Mais pour ce faire, les créateurs devront avancer avec prudence.
Dans un communiqué, la multinationale Disney a assuré qu’elle « continue(rait) de protéger (ses) droits sur les versions plus récentes de Mickey et sur d’autres œuvres restant protégées par le droit d’auteur ».
Les versions ultérieures des personnages, dont celles apparaissant dans le dessin animé « Fantasia », sorti en 1940, restent en effet en dehors du domaine public et ne pourront être copiées sans l’aval de Disney.
« Ce qui est dans le domaine public, c’est cette sorte de petit animal effrayant en noir et blanc », dit Justin Hughes, professeur de droit à l’université de Loyola.
« La souris Mickey la plus familière des générations actuelles d’Américains va rester sous protection du droit d’auteur », poursuit-il, disant s’attendre à ce que « cela donne lieu à des accrochages légaux ».
Le personnage apparaissant dans ces premiers dessins animés est une créature filiforme et espiègle, assez éloignée de l’apparence actuelle de la mascotte.
Des mises en demeure pourraient ainsi être envoyées aux créateurs qui oseraient reprendre des éléments plus récents du personnage, comme son short rouge ou ses gants blancs, prédit le chercheur.
Par ailleurs, si les droits d’auteur prennent fin au 1er janvier, ce n’est pas le cas de ceux protégeant la marque déposée.
Les premiers interdisent la reproduction sans licence de l’oeuvre créative et expirent au bout d’une période donnée. Les seconds protègent eux la source de l’oeuvre contre des produits qui pourraient tromper les consommateurs en leur faisant croire qu’il provient du créateur original. Ces droits-là peuvent être renouvelés indéfiniment.
« Garde-fous »
Le groupe Disney a assuré « travailler à mettre en place des garde-fous pour éviter toute confusion chez les consommateurs liée à des utilisations non autorisées de Mickey ou d’autres personnages emblématiques ».

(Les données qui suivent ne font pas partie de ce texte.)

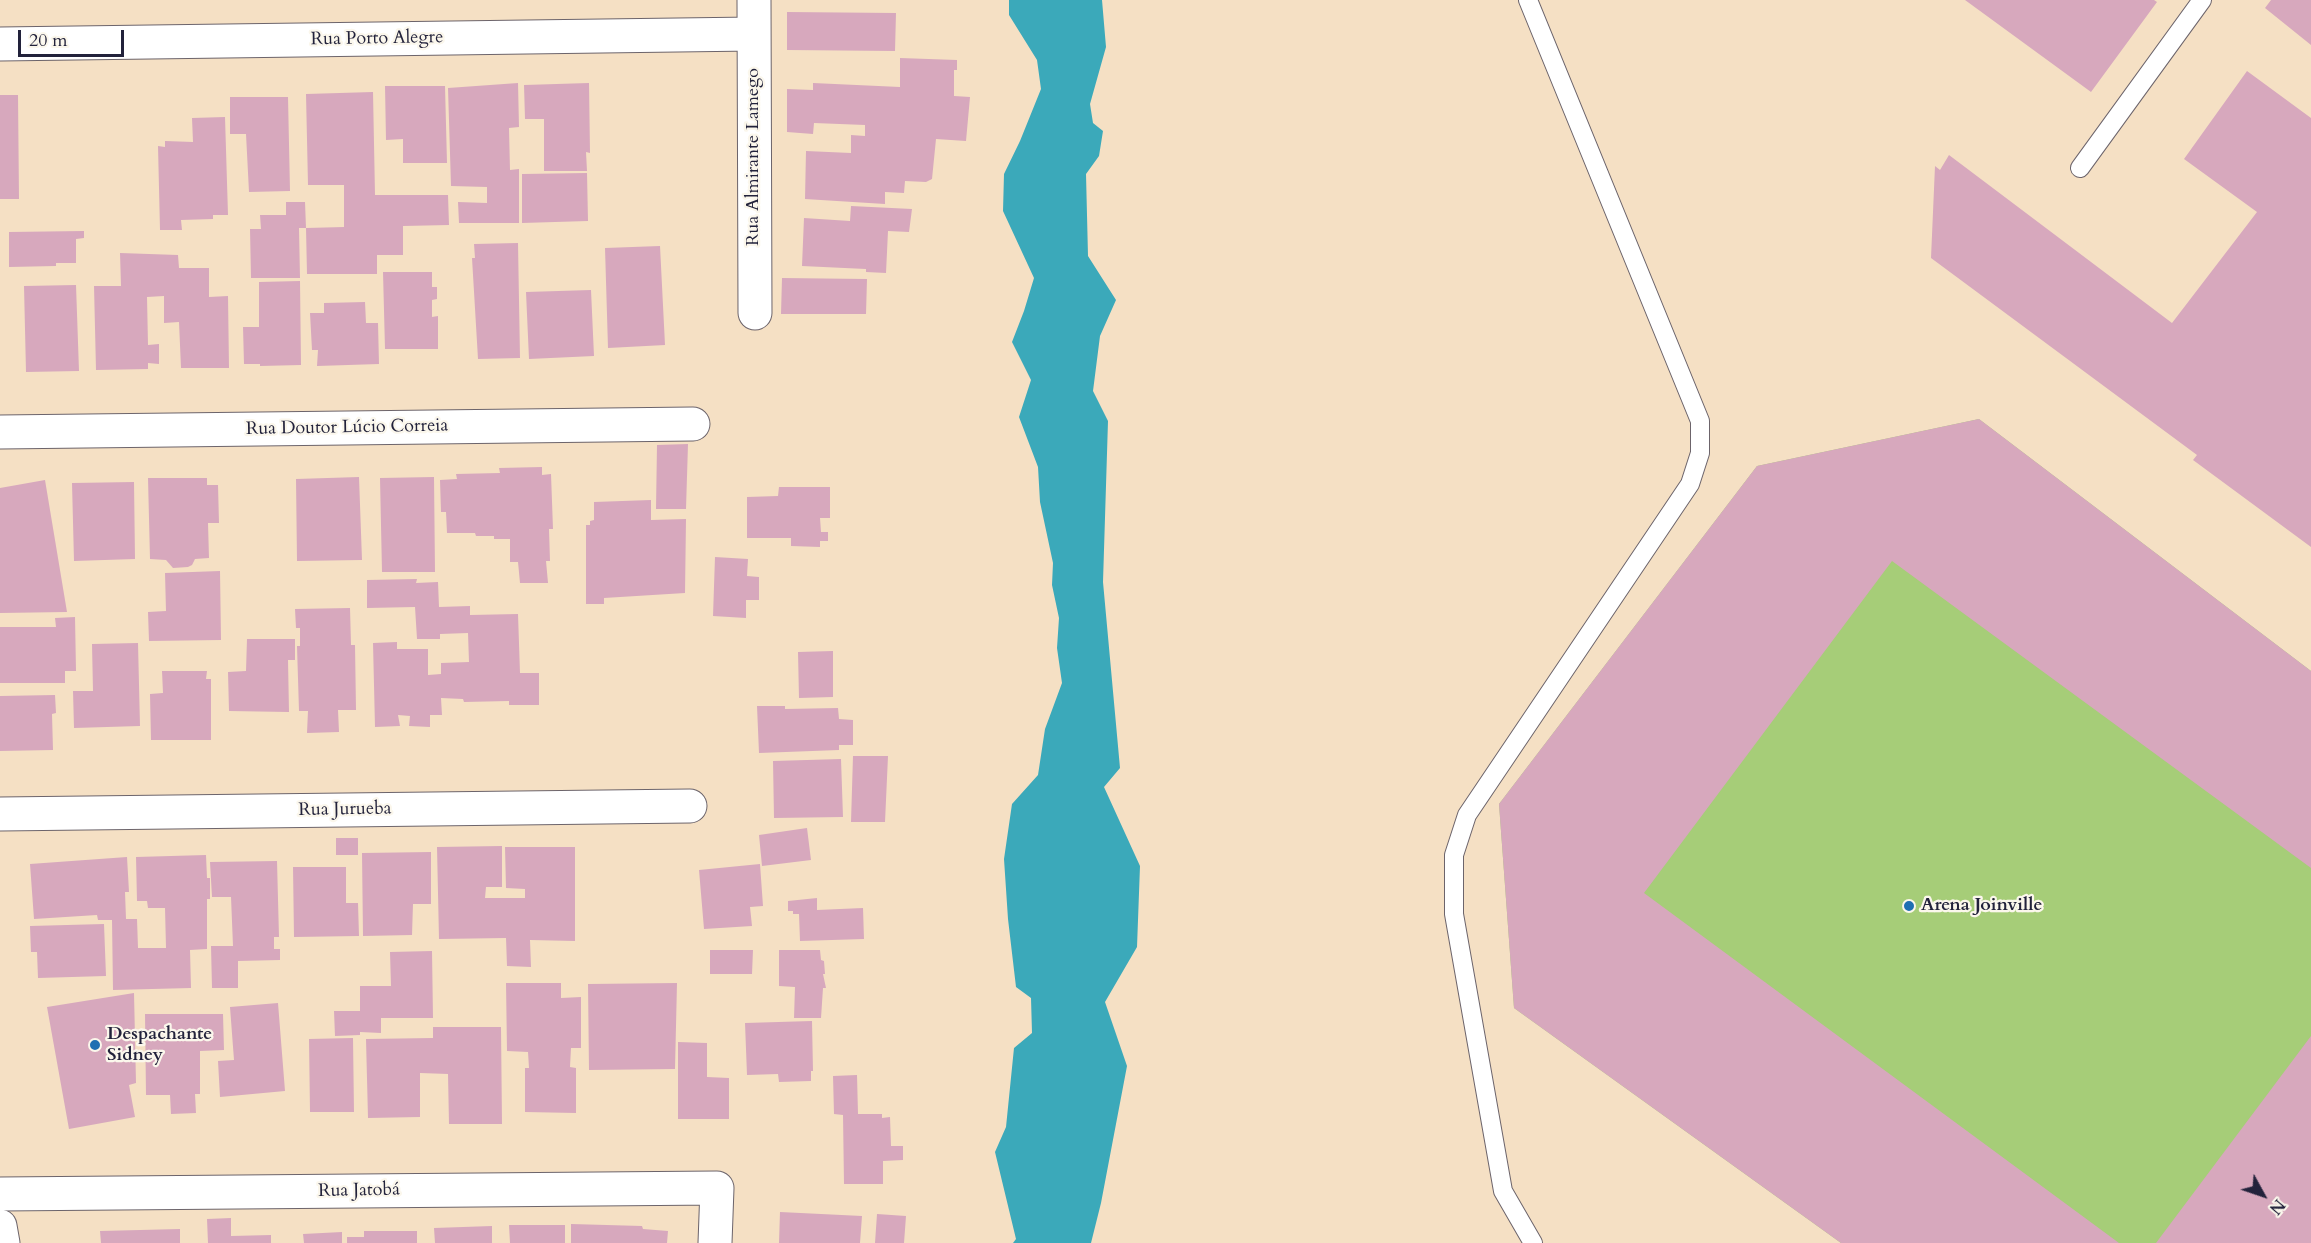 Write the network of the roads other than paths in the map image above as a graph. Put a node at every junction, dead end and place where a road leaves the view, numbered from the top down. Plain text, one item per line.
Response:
1 (754, 0) edge
2 (1528, 0) edge
3 (2202, 0) edge
4 (753, 34) junction
5 (0, 44) edge
6 (2080, 168) dead end
7 (755, 313) dead end
8 (693, 423) dead end
9 (0, 432) edge
10 (690, 806) dead end
11 (0, 814) edge
12 (0, 1194) edge
13 (0, 1226) edge
14 (3, 1243) edge
15 (715, 1243) edge
16 (1533, 1243) edge

1 - 4 street, Rua Almirante Lamego
2 - 16 lane
3 - 6 lane
4 - 5 street, Rua Porto Alegre
4 - 7 street, Rua Almirante Lamego
8 - 9 street, Rua Doutor Lúcio Correia
10 - 11 street, Rua Jurueba
12 - 15 street, Rua Jatobá
13 - 14 street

L’entreprise a par ailleurs ajouté une scène du « Bateau à vapeur de Willie » en ouverture de tous les films d’animation produits par ses studios.
« Ils ont été très futés chez Disney: ils ont réalisé que la meilleure chose à faire était de transformer cette scène emblématique en marque déposée », relève Justin Hughes.
Ainsi, toute personne utilisant à des fins commerciales cette image de Mickey à la barre du navire, s’expose à de potentielles poursuites judiciaires.
D’autres experts, comme Jennifer Jenkins, se montrent eux plus optimistes sur les possibilités d’utilisation liées au domaine public.
« Notre Cour suprême a clairement dit qu’il n’était pas possible de faire valoir les droits de marque pour contourner l’expiration du droit d’auteur », rappelle-t-elle.
Pour autant, tous les experts s’attendent à de prochaines batailles judiciaires.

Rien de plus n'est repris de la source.